TASK PROMPT >> Copy out all the lines of the data that hold the word "edges".

THE DATA >>
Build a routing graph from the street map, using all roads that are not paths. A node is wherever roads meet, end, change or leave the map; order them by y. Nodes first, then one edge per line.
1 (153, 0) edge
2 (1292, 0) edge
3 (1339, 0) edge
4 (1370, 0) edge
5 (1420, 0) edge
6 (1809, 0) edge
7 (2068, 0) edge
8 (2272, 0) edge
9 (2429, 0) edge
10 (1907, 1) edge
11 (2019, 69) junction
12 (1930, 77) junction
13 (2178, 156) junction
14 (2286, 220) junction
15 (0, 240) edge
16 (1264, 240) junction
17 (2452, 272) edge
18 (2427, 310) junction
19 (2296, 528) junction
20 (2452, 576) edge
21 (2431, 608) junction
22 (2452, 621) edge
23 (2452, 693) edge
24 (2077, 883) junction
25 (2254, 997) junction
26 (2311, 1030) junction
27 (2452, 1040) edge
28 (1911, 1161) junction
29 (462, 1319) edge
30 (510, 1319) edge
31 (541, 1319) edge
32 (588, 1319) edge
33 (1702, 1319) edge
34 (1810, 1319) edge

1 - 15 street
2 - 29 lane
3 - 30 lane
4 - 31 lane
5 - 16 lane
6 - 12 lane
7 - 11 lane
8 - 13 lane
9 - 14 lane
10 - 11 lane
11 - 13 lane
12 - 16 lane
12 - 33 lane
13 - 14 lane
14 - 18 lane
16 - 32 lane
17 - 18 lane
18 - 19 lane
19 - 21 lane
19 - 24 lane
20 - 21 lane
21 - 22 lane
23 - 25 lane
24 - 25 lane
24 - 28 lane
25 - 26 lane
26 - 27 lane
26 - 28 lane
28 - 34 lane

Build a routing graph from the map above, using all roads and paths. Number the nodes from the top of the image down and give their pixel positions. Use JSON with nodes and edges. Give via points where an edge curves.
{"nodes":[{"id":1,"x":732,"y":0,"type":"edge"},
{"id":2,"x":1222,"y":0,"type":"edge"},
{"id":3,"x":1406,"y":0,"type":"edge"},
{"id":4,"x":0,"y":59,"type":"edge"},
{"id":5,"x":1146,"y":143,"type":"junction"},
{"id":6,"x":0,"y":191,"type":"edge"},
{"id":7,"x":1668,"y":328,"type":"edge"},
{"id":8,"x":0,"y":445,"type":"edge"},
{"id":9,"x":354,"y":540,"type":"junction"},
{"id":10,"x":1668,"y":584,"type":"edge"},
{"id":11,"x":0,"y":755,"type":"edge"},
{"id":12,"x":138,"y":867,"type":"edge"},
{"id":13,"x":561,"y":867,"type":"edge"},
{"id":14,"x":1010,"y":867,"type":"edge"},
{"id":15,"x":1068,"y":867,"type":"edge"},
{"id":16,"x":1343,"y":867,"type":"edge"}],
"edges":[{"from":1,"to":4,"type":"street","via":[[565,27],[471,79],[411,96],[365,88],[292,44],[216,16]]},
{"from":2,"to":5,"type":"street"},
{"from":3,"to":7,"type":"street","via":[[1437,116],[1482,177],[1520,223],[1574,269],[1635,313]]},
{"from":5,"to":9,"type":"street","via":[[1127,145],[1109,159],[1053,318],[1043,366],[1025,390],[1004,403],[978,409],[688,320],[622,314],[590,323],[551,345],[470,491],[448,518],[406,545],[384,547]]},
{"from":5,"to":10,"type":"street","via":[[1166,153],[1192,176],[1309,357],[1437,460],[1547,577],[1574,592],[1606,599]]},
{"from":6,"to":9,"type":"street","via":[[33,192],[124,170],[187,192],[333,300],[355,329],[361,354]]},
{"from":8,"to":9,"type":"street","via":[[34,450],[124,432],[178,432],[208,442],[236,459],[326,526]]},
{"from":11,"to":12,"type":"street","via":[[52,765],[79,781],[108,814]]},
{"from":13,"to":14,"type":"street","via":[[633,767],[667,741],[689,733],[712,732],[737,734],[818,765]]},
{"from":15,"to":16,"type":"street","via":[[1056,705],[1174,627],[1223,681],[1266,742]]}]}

TASK ANSWER >>
Build a routing graph from the map above, using all roads and paths. Number the nodes from the top of the image down and give their pixel positions. Use JSON with nodes and edges. Give via points where an edge curves.
"edges":[{"from":1,"to":4,"type":"street","via":[[565,27],[471,79],[411,96],[365,88],[292,44],[216,16]]},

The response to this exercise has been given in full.